Organic Chemist undergrad here..

From what I understand lab notebooks are meant to do two things.

1. Allow anyone with experience in said field to recreate the experiment just using your notebook as a guide. From what I understood you really don't need to go in detail with the results, but the data you need to get there (for example mass-to-volume conversions) are needed.

2. To be used in a legal setting to verify that the data and experiment are indeed genuine and not ripped off.

P.S. - I was told that it doesn't need to be the neatest work ever, just legible and comprehensive enough to accurately recreate the experiment.

>> No.7303748

>>7303742
PhD elect here

Good luck recreating my experiments from my lab book!

The judge would literally throw it out

>> No.7303758

>>7303748
That actually sucks man... What if you get caught in a legal bind where you need to prove that you didn't rip someone off/purposefully ignore state/federal regulations?

>> No.7304149

>>7303742
Agreed. You should have enough info in your notebook (and methods section of a manuscript, both acts another story) for someone to reproduce your data. That doesn't mean you need to include every detail for standard experiments, but note that you followed a standard protocol, which can be found somewhere in your notebook, and any deviations for this protocol.

I was told (but never bothered to check it out) that if you receive funding from the U.S. government (not sure if this applies to you), they are legal documents to be kept for a minimum amount of time. I also think I came across an article mentioning they can be used for patent applications (again, in the U.S.). Either way, I'd kept a good record of what's going on as a good habit.

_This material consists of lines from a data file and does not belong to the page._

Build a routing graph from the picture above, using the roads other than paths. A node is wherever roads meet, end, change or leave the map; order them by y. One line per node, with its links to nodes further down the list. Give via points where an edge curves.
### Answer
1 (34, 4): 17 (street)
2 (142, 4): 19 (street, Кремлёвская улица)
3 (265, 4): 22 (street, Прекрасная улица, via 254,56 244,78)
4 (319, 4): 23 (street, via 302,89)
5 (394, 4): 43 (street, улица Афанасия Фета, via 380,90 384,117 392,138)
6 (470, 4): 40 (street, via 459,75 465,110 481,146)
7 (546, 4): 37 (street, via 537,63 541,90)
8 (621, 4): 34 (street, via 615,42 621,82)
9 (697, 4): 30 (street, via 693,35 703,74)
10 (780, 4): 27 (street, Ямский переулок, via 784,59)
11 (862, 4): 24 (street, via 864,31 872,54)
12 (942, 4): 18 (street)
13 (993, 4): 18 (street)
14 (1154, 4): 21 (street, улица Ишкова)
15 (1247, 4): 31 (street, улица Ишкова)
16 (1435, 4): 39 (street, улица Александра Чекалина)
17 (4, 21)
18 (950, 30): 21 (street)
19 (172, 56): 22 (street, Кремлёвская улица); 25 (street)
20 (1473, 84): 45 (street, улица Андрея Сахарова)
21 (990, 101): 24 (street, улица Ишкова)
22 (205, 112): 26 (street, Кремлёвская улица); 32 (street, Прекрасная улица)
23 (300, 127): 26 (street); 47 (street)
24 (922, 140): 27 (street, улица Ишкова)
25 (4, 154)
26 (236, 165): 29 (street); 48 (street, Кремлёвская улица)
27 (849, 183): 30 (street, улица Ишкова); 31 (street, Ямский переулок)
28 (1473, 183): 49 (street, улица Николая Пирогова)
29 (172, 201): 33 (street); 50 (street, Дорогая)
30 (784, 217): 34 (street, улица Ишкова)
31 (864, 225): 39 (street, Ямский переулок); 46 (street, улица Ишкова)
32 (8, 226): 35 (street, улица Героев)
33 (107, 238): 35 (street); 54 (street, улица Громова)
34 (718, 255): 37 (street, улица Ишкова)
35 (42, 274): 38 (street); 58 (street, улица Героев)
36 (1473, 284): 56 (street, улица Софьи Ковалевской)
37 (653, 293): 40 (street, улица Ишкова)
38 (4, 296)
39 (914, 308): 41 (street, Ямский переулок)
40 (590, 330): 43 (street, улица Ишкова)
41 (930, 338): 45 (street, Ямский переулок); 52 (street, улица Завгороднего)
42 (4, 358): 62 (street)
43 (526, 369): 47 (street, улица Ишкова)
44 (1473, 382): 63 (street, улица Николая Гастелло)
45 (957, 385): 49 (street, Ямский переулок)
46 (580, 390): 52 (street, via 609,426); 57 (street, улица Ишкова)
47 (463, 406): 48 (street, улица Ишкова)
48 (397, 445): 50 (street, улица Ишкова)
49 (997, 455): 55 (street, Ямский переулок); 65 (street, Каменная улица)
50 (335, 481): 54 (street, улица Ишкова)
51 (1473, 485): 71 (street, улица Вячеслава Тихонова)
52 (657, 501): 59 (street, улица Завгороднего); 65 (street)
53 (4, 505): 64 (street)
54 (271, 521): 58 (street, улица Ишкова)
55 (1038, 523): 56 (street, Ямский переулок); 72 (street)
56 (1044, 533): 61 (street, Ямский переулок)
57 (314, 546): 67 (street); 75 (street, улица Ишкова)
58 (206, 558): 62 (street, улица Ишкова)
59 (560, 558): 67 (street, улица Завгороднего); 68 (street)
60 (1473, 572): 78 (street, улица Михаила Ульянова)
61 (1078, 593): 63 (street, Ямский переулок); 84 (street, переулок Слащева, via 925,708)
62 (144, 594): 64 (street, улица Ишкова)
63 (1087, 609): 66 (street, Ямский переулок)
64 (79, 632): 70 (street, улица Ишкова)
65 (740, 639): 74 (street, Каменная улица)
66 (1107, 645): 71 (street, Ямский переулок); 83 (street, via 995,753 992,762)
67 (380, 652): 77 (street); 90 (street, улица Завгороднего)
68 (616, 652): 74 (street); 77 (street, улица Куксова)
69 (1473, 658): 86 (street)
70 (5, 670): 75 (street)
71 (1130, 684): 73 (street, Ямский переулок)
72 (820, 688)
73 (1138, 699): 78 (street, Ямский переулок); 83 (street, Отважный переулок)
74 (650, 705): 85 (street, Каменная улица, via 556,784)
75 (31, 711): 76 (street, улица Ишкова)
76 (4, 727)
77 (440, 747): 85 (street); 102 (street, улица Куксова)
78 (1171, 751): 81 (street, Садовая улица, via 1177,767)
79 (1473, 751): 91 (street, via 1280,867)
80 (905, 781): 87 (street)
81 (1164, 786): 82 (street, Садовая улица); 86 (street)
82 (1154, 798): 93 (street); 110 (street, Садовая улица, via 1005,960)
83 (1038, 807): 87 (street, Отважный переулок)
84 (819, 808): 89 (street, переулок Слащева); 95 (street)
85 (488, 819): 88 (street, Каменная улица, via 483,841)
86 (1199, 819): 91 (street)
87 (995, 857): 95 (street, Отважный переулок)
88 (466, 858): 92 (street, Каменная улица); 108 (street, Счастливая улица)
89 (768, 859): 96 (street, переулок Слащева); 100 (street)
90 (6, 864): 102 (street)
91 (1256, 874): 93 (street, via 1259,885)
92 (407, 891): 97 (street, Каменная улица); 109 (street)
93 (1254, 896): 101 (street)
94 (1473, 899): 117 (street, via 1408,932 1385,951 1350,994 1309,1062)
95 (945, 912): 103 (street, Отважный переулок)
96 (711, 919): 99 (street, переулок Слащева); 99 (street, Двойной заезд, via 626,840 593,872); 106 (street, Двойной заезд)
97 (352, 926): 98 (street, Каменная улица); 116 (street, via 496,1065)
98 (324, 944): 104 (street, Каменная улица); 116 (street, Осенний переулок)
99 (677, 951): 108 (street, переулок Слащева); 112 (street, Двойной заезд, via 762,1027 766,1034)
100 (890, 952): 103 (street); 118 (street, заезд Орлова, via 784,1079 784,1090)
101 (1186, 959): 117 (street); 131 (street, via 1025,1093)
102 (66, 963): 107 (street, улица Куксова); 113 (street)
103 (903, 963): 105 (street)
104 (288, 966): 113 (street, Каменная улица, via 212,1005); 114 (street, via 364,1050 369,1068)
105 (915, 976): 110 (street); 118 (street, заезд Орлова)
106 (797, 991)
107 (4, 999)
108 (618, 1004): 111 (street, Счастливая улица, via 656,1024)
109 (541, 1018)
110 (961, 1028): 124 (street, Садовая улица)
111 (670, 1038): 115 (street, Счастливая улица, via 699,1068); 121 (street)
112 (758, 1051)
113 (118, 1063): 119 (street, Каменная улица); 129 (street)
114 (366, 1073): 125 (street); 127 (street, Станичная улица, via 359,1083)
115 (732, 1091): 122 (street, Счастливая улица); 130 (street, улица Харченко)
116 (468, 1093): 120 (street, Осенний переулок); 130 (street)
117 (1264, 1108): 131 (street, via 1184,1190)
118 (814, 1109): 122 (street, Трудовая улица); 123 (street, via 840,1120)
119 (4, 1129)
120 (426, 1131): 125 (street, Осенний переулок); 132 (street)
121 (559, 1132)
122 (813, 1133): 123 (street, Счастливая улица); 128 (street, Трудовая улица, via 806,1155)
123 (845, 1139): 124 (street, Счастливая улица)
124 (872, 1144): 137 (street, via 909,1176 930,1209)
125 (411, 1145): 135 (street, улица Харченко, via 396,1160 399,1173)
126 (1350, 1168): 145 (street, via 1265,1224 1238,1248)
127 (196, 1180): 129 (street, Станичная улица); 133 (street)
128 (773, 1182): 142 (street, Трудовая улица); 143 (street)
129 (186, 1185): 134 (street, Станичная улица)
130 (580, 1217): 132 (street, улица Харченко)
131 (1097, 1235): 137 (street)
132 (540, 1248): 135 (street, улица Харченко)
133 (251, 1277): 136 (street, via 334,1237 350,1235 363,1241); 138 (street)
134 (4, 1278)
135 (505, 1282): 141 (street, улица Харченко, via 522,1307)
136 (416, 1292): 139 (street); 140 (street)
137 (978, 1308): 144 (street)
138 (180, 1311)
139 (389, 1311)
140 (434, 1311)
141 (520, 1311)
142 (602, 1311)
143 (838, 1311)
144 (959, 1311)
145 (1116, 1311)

I usually link data on my computer with my records in my notebook by giving the data of entry in the notebook for that of the file name plus a short descriptor. I've found from other students that have come through the lab that just a descriptor as a file name becomes meaningless after some time has past. With a date, I can have a general idea of when the experiment was done and go back to my notebook to see my records for the experiment.